I’ll also be simul-recapping on Wayward Children.

Recap starting with some scene snippets and such we haven’t heard before of the underwhelming LoL, the underwhelming Lucifer spawn story, and some stuff about sparkly superweapons (gee, I miss the Colt and the First Blade).

Cut to Mr. Ketch narrating to the audience (oh…no) and then a flashback to 5:20pm sometime before (oh, NOOOOOOO. Stop it with that cliched BS, show!).

Cue the sneak peek. Dean is (totally improbably) striking out with the waitress, who is bored and also into Castiel. A confused conversation of Dean giving dating advice to Castiel, Sam talking about having scanned all the Bunker’s library into his computer (yeah…um…no, show. Really. No), and such before Mary gets them all back to business, which is helping a Hunter who’s normally into hunting rougaru with hunting a demon.

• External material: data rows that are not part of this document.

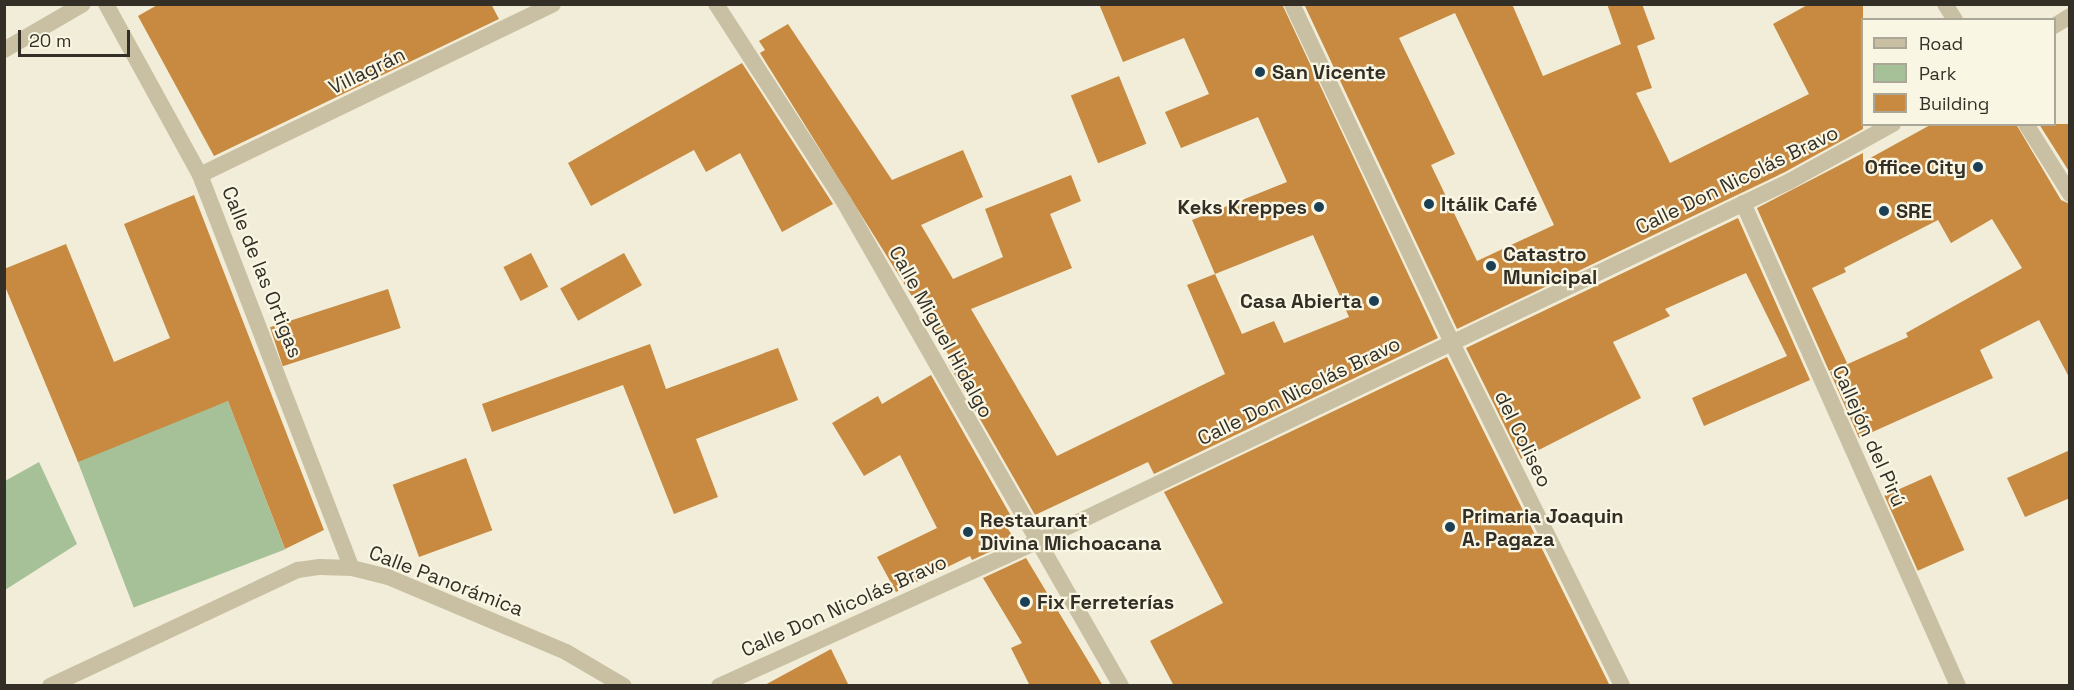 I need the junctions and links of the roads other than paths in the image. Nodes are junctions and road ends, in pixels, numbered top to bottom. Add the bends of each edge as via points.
1 (83, 4) edge
2 (106, 4) edge
3 (553, 4) edge
4 (716, 4) edge
5 (1293, 4) edge
6 (1945, 4) edge
7 (2070, 16) edge
8 (1954, 18) edge
9 (2056, 25) edge
10 (4, 50) edge
11 (1889, 126) edge
12 (2027, 126) edge
13 (200, 175) junction
14 (2070, 194) edge
15 (1743, 203) junction
16 (1451, 341) junction
17 (1036, 542) junction
18 (352, 568) junction
19 (50, 686) edge
20 (624, 686) edge
21 (719, 686) edge
22 (1121, 686) edge
23 (1622, 686) edge
24 (1958, 686) edge

1 - 10 street
2 - 13 street, Calle de las Ortigas
3 - 13 street, Villagrán
4 - 17 street, Calle Miguel Hidalgo via 844,202
5 - 16 street, del Coliseo
6 - 8 street
7 - 9 street
11 - 15 street, Calle Don Nicolás Bravo
12 - 14 street
13 - 18 street, Calle de las Ortigas
15 - 16 street, Calle Don Nicolás Bravo
15 - 24 street, Callejón del Pirú
16 - 17 street, Calle Don Nicolás Bravo
16 - 23 street, del Coliseo
17 - 21 street, Calle Don Nicolás Bravo
17 - 22 street, Calle Miguel Hidalgo
18 - 19 street, Calle Panorámica via 298,570
18 - 20 street, Calle Panorámica via 388,578 566,652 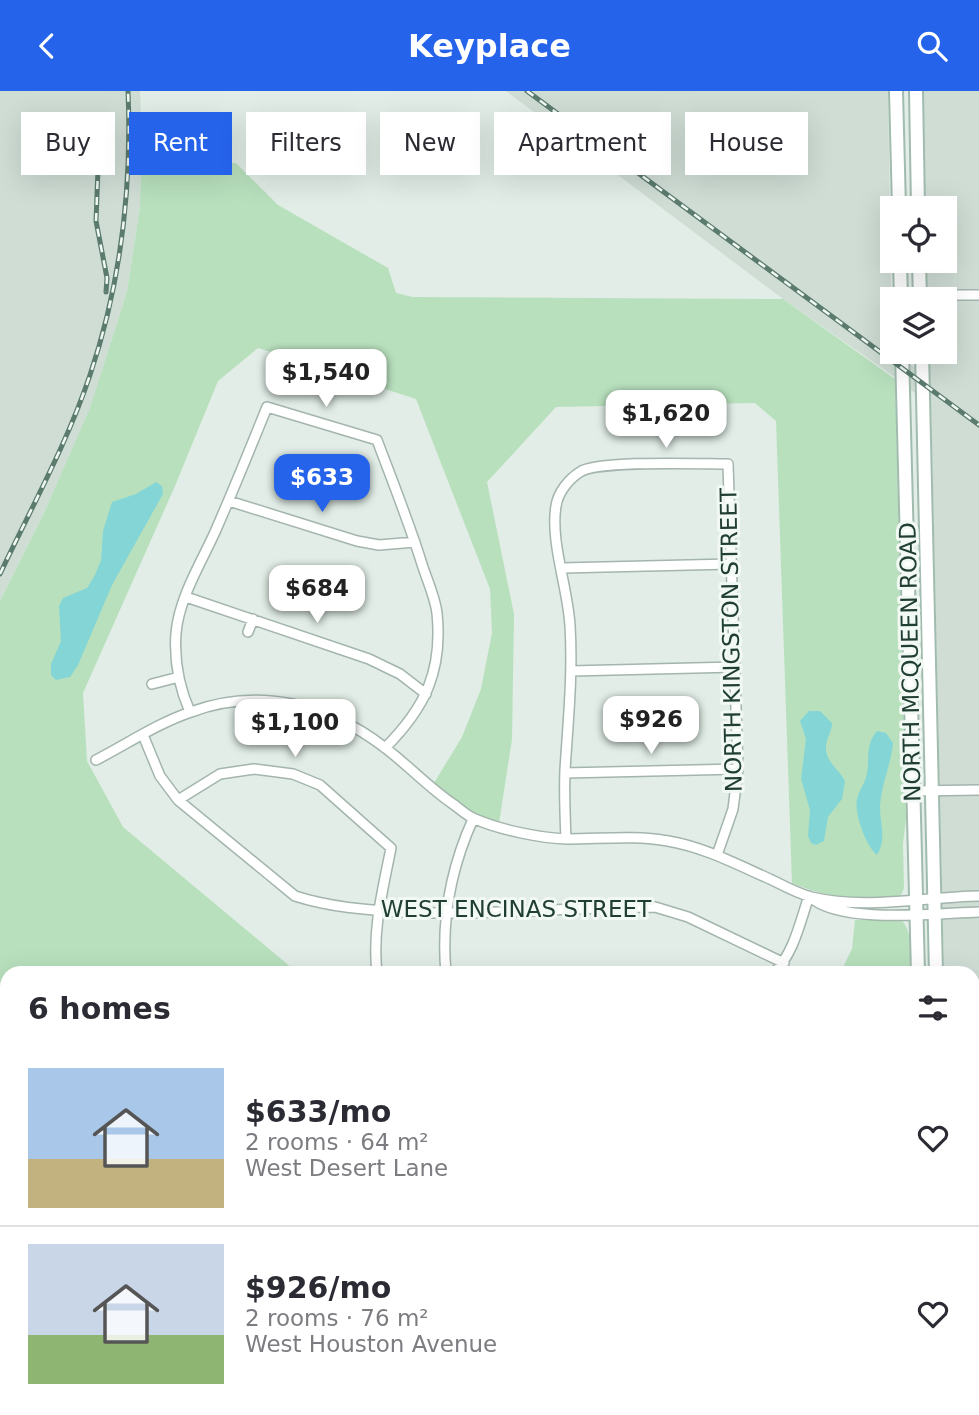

Dean gets a date with the waitress for Castiel.

So, then we flash to Mary dragging a wounded Castiel out of a house, while Sam and Dean are fighting demons. By the way? The waitress was possessed. She kills the Doomed Teaser Hunter as Sam is killing another demon, then brags about how famous she’ll be for killing Sam Winchester before Dean stabs her from behind (because demons are definitely stupid).

Cue title cards.

Annnnd, more flashing around because this is a very basic story intentionally being jumbled around like Pulp Fiction, except that this episode, so far, kinda sucks. Like, badly.

So, the upshot is that the demon they’re hunting turns out to be YED. No, it doesn’t make any sense, and I’m sure we’re all going to regret this return a whole lot because so far? This episode kinda sucks. And the music is annoyingly inappropriate.

He kicks their asses and stabs Castiel with a big spear, while snarking. We flash back to the other two demons getting killed…yeah, whatever, show.

Anyhoo, Mary is able to rescue Castiel temporarily by ramming YED with her car (which must have been satisfying), but Castiel can’t heal himself.

Mary tells the Brothers about recognizing YED. We get another annoying-ass flashback to her talking with DTH about how she’s really working with the LoL and how awesome they are. She then gives a list of “accomplishments” the LoL have helped her do that sound like an ordinary month for her sons.

The episode keeps jumping around like a damned spider on acid, so it’s not really clear who’s finding out when where, but we then go forward to Mary talking with Sam briefly about hunting and then finding a safe in the cellar behind that same old painting of Michael killing the Devil. Whatever she finds and opens up glows. And later, she lies to Castiel.

Cut forward again (oh, *enough*, show!) to Mary trying to help Castiel and texting the LoL for help. They are predictably useless.

An awful lot of this is overlapping scenes, which probably means the amount of story we’ll actually get will be maybe twenty minutes worth.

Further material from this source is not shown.